A LAWYER heading the investigations into the Anglican and Roman Catholic Churches for the Independent Inquiry into Child Sexual Abuse (IICSA), Professor Aileen McColgan, has resigned.
The BBC’s Newsnight programme reported on Tuesday that Professor McColgan had “concerns over the competency of the leadership of the inquiry”. She is the seventh lawyer to resign in recent months.
In a statement, the IICSA said: “We have a large legal team, comprising a number of junior counsel, senior counsel, and solicitors. They come and go, subject to their professional obligations, and we are not commenting on specifics.”

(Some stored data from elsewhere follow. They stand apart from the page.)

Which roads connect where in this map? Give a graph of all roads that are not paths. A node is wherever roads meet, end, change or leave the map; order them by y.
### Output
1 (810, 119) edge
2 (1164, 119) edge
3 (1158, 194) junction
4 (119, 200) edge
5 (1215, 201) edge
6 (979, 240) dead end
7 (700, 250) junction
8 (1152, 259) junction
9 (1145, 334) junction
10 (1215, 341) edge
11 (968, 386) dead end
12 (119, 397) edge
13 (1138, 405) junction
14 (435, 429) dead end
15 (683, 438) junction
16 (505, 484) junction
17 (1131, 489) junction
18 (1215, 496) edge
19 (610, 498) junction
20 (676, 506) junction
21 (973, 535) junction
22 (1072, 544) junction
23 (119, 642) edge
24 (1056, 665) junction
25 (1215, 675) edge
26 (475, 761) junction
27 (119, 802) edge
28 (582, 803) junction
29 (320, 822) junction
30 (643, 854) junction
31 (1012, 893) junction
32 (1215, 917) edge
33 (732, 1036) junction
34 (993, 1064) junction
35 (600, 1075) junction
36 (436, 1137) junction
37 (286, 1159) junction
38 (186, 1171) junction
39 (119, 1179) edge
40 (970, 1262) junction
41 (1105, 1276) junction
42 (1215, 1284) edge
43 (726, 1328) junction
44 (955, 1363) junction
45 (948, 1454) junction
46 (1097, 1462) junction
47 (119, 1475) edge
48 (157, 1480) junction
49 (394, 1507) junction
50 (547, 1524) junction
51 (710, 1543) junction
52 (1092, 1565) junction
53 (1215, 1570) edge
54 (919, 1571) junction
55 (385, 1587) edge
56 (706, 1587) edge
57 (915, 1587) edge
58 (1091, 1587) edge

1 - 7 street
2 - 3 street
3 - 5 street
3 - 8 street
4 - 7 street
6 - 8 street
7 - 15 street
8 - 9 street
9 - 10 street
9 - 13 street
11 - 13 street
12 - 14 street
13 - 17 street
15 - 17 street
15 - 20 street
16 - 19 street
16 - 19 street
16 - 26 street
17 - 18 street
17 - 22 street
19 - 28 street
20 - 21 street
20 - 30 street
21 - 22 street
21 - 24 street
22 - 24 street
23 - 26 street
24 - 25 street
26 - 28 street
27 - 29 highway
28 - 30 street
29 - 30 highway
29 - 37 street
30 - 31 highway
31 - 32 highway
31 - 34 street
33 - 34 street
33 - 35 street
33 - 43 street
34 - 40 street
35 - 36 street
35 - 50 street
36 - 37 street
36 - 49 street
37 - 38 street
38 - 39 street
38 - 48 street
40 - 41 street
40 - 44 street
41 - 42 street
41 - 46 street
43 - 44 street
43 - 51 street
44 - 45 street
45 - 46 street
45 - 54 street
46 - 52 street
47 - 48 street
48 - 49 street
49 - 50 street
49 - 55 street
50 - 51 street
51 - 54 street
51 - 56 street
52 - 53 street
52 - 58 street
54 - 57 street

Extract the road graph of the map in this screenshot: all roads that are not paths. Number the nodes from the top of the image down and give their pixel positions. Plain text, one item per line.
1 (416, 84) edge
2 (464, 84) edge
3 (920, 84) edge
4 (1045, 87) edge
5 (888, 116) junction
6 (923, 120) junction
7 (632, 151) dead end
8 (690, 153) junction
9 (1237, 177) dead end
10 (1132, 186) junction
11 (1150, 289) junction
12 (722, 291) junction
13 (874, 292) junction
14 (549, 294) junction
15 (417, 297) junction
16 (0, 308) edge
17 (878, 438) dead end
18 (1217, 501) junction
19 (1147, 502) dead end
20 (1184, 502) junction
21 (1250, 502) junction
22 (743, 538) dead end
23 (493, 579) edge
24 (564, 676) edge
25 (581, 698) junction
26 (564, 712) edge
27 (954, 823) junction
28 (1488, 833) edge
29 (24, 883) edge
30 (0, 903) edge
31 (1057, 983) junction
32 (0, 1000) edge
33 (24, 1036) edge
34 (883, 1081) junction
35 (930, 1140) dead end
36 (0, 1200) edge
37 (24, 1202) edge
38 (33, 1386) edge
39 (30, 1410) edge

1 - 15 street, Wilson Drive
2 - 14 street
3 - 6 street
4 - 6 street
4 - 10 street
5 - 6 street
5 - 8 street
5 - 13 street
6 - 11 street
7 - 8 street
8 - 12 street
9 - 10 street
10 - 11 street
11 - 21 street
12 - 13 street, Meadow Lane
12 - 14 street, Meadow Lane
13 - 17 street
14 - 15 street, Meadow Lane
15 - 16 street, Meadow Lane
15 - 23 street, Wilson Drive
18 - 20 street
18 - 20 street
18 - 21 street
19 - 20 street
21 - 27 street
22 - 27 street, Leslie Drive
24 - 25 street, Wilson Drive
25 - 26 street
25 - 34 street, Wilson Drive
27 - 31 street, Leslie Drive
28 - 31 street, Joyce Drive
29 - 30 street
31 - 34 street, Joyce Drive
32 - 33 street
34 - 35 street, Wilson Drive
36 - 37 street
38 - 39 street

Last week, the Home Affairs Select Committee released a letter in which Dame Lowell Goddard, the former chairwoman of the IICSA, who resigned suddenly in the summer (News, 12 August), explained why she would not appear before them to give evidence. She had provided written evidence in response to the committee’s questions, she said, and the request for an oral evidence session was made “without identifying any content for one, or need”.
The committee’s new chairwoman, the Labour MP Yvette Cooper, said: “Dame Goddard has been paid significant amounts of public money to do an extremely important job, which she suddenly resigned from, leaving a series of questions. . . Child-abuse survivors have been let down by the extremely rocky start to this inquiry, and we do need answers as to why it went wrong, in order to be confident it is back on track now.”